## Work request:
Every entry should be repeated exactly as written.

## Records supplied:
---*---

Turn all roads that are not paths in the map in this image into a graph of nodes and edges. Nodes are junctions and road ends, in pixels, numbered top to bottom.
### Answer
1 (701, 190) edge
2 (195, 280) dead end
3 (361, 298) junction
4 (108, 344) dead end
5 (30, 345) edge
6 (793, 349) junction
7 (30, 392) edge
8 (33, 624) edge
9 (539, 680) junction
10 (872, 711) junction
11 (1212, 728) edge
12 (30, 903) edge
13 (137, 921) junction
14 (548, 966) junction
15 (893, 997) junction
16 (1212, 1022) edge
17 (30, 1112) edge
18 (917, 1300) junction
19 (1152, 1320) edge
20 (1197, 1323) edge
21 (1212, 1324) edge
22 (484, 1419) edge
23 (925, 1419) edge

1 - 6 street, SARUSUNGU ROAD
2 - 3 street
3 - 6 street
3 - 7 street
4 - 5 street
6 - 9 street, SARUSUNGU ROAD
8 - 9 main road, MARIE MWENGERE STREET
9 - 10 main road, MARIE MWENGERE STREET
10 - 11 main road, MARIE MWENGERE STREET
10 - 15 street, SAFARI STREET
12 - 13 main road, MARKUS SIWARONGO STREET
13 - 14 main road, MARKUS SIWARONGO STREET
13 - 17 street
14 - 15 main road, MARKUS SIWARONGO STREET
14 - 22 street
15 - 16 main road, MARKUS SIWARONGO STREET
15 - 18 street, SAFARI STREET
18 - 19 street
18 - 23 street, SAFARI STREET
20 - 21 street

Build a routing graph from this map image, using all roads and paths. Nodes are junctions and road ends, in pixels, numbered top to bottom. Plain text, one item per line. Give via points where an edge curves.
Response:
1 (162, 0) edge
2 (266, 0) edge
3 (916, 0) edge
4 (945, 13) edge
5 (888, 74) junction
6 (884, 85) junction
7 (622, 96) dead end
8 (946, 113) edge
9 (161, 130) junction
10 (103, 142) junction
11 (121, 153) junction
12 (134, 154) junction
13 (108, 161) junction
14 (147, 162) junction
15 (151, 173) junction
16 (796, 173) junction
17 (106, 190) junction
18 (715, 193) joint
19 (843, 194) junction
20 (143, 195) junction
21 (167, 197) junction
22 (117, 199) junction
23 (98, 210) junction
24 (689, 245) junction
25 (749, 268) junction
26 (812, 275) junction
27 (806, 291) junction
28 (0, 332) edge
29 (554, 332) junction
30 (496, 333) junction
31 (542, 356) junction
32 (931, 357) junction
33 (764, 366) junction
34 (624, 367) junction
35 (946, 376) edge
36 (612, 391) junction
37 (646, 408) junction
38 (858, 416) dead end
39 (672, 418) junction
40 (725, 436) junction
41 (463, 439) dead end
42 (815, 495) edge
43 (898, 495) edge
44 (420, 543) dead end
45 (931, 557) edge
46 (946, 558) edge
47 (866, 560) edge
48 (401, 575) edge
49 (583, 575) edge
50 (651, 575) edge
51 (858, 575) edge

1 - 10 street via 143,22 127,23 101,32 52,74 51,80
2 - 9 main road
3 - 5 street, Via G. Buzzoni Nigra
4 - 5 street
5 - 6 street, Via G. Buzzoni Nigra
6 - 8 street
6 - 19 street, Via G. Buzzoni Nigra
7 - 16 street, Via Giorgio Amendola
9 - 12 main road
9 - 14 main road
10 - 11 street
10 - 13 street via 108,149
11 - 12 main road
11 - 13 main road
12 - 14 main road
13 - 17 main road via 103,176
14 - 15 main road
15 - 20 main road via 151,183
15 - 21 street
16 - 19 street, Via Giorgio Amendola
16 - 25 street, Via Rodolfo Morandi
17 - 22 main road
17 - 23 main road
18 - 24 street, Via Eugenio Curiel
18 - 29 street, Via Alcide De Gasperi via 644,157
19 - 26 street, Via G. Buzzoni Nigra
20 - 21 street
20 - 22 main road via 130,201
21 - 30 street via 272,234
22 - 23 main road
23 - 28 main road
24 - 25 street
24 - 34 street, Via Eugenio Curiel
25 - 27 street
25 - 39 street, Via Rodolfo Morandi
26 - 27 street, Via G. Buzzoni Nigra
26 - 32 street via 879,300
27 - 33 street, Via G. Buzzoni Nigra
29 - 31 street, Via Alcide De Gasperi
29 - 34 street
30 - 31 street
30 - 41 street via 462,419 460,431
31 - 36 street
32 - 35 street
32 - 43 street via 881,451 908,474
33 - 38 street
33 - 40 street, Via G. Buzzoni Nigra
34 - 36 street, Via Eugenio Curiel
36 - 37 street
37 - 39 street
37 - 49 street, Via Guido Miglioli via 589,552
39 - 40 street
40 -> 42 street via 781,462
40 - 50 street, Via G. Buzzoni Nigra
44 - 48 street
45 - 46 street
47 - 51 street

---*---

## Answer to this problem:
Turn all roads that are not paths in the map in this image into a graph of nodes and edges. Nodes are junctions and road ends, in pixels, numbered top to bottom.
### Answer
1 (701, 190) edge
2 (195, 280) dead end
3 (361, 298) junction
4 (108, 344) dead end
5 (30, 345) edge
6 (793, 349) junction
7 (30, 392) edge
8 (33, 624) edge
9 (539, 680) junction
10 (872, 711) junction
11 (1212, 728) edge
12 (30, 903) edge
13 (137, 921) junction
14 (548, 966) junction
15 (893, 997) junction
16 (1212, 1022) edge
17 (30, 1112) edge
18 (917, 1300) junction
19 (1152, 1320) edge
20 (1197, 1323) edge
21 (1212, 1324) edge
22 (484, 1419) edge
23 (925, 1419) edge

1 - 6 street, SARUSUNGU ROAD
2 - 3 street
3 - 6 street
3 - 7 street
4 - 5 street
6 - 9 street, SARUSUNGU ROAD
8 - 9 main road, MARIE MWENGERE STREET
9 - 10 main road, MARIE MWENGERE STREET
10 - 11 main road, MARIE MWENGERE STREET
10 - 15 street, SAFARI STREET
12 - 13 main road, MARKUS SIWARONGO STREET
13 - 14 main road, MARKUS SIWARONGO STREET
13 - 17 street
14 - 15 main road, MARKUS SIWARONGO STREET
14 - 22 street
15 - 16 main road, MARKUS SIWARONGO STREET
15 - 18 street, SAFARI STREET
18 - 19 street
18 - 23 street, SAFARI STREET
20 - 21 street

Build a routing graph from this map image, using all roads and paths. Nodes are junctions and road ends, in pixels, numbered top to bottom. Plain text, one item per line. Give via points where an edge curves.
Response:
1 (162, 0) edge
2 (266, 0) edge
3 (916, 0) edge
4 (945, 13) edge
5 (888, 74) junction
6 (884, 85) junction
7 (622, 96) dead end
8 (946, 113) edge
9 (161, 130) junction
10 (103, 142) junction
11 (121, 153) junction
12 (134, 154) junction
13 (108, 161) junction
14 (147, 162) junction
15 (151, 173) junction
16 (796, 173) junction
17 (106, 190) junction
18 (715, 193) joint
19 (843, 194) junction
20 (143, 195) junction
21 (167, 197) junction
22 (117, 199) junction
23 (98, 210) junction
24 (689, 245) junction
25 (749, 268) junction
26 (812, 275) junction
27 (806, 291) junction
28 (0, 332) edge
29 (554, 332) junction
30 (496, 333) junction
31 (542, 356) junction
32 (931, 357) junction
33 (764, 366) junction
34 (624, 367) junction
35 (946, 376) edge
36 (612, 391) junction
37 (646, 408) junction
38 (858, 416) dead end
39 (672, 418) junction
40 (725, 436) junction
41 (463, 439) dead end
42 (815, 495) edge
43 (898, 495) edge
44 (420, 543) dead end
45 (931, 557) edge
46 (946, 558) edge
47 (866, 560) edge
48 (401, 575) edge
49 (583, 575) edge
50 (651, 575) edge
51 (858, 575) edge

1 - 10 street via 143,22 127,23 101,32 52,74 51,80
2 - 9 main road
3 - 5 street, Via G. Buzzoni Nigra
4 - 5 street
5 - 6 street, Via G. Buzzoni Nigra
6 - 8 street
6 - 19 street, Via G. Buzzoni Nigra
7 - 16 street, Via Giorgio Amendola
9 - 12 main road
9 - 14 main road
10 - 11 street
10 - 13 street via 108,149
11 - 12 main road
11 - 13 main road
12 - 14 main road
13 - 17 main road via 103,176
14 - 15 main road
15 - 20 main road via 151,183
15 - 21 street
16 - 19 street, Via Giorgio Amendola
16 - 25 street, Via Rodolfo Morandi
17 - 22 main road
17 - 23 main road
18 - 24 street, Via Eugenio Curiel
18 - 29 street, Via Alcide De Gasperi via 644,157
19 - 26 street, Via G. Buzzoni Nigra
20 - 21 street
20 - 22 main road via 130,201
21 - 30 street via 272,234
22 - 23 main road
23 - 28 main road
24 - 25 street
24 - 34 street, Via Eugenio Curiel
25 - 27 street
25 - 39 street, Via Rodolfo Morandi
26 - 27 street, Via G. Buzzoni Nigra
26 - 32 street via 879,300
27 - 33 street, Via G. Buzzoni Nigra
29 - 31 street, Via Alcide De Gasperi
29 - 34 street
30 - 31 street
30 - 41 street via 462,419 460,431
31 - 36 street
32 - 35 street
32 - 43 street via 881,451 908,474
33 - 38 street
33 - 40 street, Via G. Buzzoni Nigra
34 - 36 street, Via Eugenio Curiel
36 - 37 street
37 - 39 street
37 - 49 street, Via Guido Miglioli via 589,552
39 - 40 street
40 -> 42 street via 781,462
40 - 50 street, Via G. Buzzoni Nigra
44 - 48 street
45 - 46 street
47 - 51 street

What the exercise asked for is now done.